Last week we had a ute load of new stepping logs delivered from the team at 'Treewise'.


We were very excited about this delivery as stepping logs are an interactive, open ended resource which have endless uses in children's play.










When Dave turned up in his ute the first task was to help him un-pack the load. It was a big job for small people, however the challenge of hefting freshly cut wood was taken up by many helpers and with rolling, pushing, heaving and co-operation the logs were moved in.


With the job done and acknowledgements made (Dave was high fived and told he was a champ from Ryan!) it was time for some early play exploration.


















After the initial first play, the logs were then set out to provide more challenging movement skills.



Stepping logs are a great co-ordination test. The un-even heights and surfaces challenge the children's balance and agility skills as they move from step to step.

 










By widening spaces between each log and doubling or tripling the slices for height, the stepping log course soon became a much more physical challenge.


video

With repetition the children's confidence and skills developed.
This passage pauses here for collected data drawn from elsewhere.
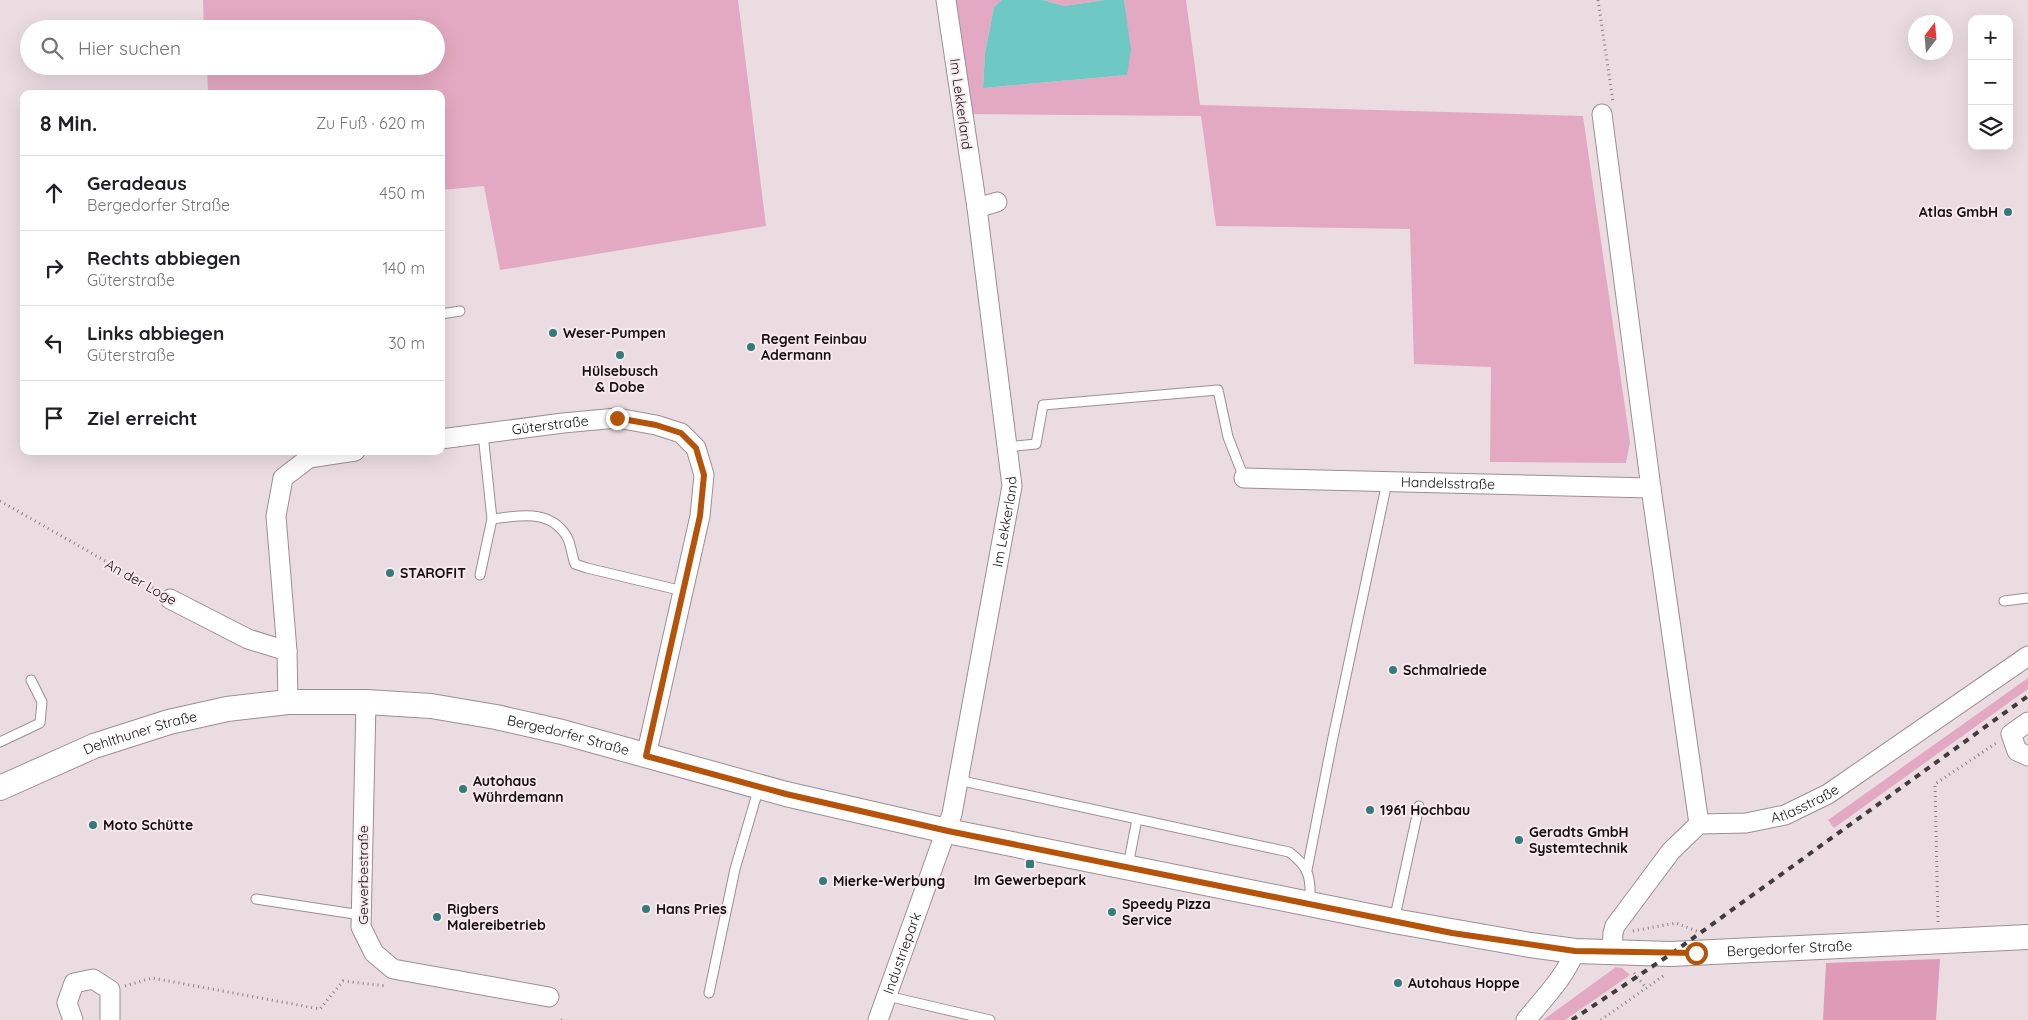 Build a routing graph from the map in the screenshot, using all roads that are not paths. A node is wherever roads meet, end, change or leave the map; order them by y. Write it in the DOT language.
graph roads {
  1 [pos="946,0"];
  2 [pos="1602,114"];
  3 [pos="997,202"];
  4 [pos="977,208"];
  5 [pos="460,311"];
  6 [pos="445,313"];
  7 [pos="483,434"];
  8 [pos="445,439"];
  9 [pos="1007,446"];
  10 [pos="329,455"];
  11 [pos="1244,478"];
  12 [pos="1387,482"];
  13 [pos="1651,488"];
  14 [pos="492,519"];
  15 [pos="480,575"];
  16 [pos="683,591"];
  17 [pos="170,598"];
  18 [pos="2028,598"];
  19 [pos="2004,601"];
  20 [pos="287,651"];
  21 [pos="2028,656"];
  22 [pos="31,680"];
  23 [pos="288,702"];
  24 [pos="366,702"];
  25 [pos="2028,722"];
  26 [pos="0,742"];
  27 [pos="646,756"];
  28 [pos="2028,756"];
  29 [pos="958,780"];
  30 [pos="759,786"];
  31 [pos="0,788"];
  32 [pos="1419,806"];
  33 [pos="1137,819"];
  34 [pos="1699,824"];
  35 [pos="948,831"];
  36 [pos="1128,868"];
  37 [pos="1307,870"];
  38 [pos="256,899"];
  39 [pos="1310,905"];
  40 [pos="361,915"];
  41 [pos="1394,922"];
  42 [pos="2028,937"];
  43 [pos="1612,943"];
  44 [pos="1575,951"];
  45 [pos="709,993"];
  46 [pos="887,996"];
  47 [pos="549,997"];
  48 [pos="73,1020"];
  49 [pos="110,1020"];
  50 [pos="878,1020"];
  51 [pos="990,1020"];
  52 [pos="1526,1020"];
  1 -- 4 [label="street, Im Lekkerland"];
  2 -- 13 [label="street"];
  3 -- 4 [label="street"];
  4 -- 9 [label="street, Im Lekkerland"];
  5 -- 6 [label="lane"];
  7 -- 8 [label="street, Güterstraße"];
  7 -- 14 [label="lane"];
  7 -- 16 [label="street, Güterstraße"];
  9 -- 11 [label="lane"];
  9 -- 29 [label="street, Im Lekkerland"];
  10 -- 20 [label="street"];
  11 -- 12 [label="street, Handelsstraße"];
  12 -- 13 [label="street, Handelsstraße"];
  12 -- 37 [label="lane"];
  13 -- 34 [label="street"];
  14 -- 15 [label="lane"];
  14 -- 16 [label="lane"];
  16 -- 27 [label="street, Güterstraße"];
  17 -- 20 [label="street, An der Loge"];
  18 -- 19 [label="lane"];
  20 -- 23 [label="street"];
  21 -- 34 [label="street, Atlasstraße"];
  22 -- 26 [label="lane"];
  23 -- 24 [label="street, Bergedorfer Straße"];
  23 -- 31 [label="street, Dehlthuner Straße"];
  24 -- 27 [label="street, Bergedorfer Straße"];
  24 -- 40 [label="street, Gewerbestraße"];
  25 -- 28 [label="street"];
  27 -- 30 [label="street, Bergedorfer Straße"];
  29 -- 33 [label="lane"];
  29 -- 35 [label="street, Im Lekkerland"];
  30 -- 35 [label="street, Bergedorfer Straße"];
  30 -- 45 [label="lane"];
  32 -- 41 [label="lane"];
  33 -- 36 [label="lane"];
  33 -- 37 [label="lane"];
  34 -- 43 [label="street"];
  35 -- 36 [label="street, Bergedorfer Straße"];
  35 -- 46 [label="street, Industriepark"];
  36 -- 39 [label="street, Bergedorfer Straße"];
  37 -- 39 [label="lane"];
  38 -- 40 [label="lane"];
  39 -- 41 [label="street, Bergedorfer Straße"];
  40 -- 47 [label="street, Gewerbestraße"];
  41 -- 44 [label="street, Bergedorfer Straße"];
  42 -- 43 [label="street, Bergedorfer Straße"];
  43 -- 44 [label="street, Bergedorfer Straße"];
  44 -- 52 [label="street"];
  46 -- 50 [label="street, Industriepark"];
  46 -- 51 [label="lane"];
  48 -- 49 [label="street"];
}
We observed cautious actions later become fluid and one step patterns progress into two footed jumps.

Natural materials like stepping logs stimulate not only exercise, but support other aspects of play like sensory exploration and discovery. These slices were cut from three types of trees, each has a unique appearance, weight and even scent.


Stepping logs are part of a resource group called 'loose parts' in playscapes. Loose parts have infinite play possibilities, their total lack of structure and script allows children to make of them whatever their imaginations desire.


Currently our new logs are being maneuvered daily into new challenging obstacle courses. But with so many creative and imaginative thinkers in our Kindergarten we look forward to seeing further discoveries un-fold.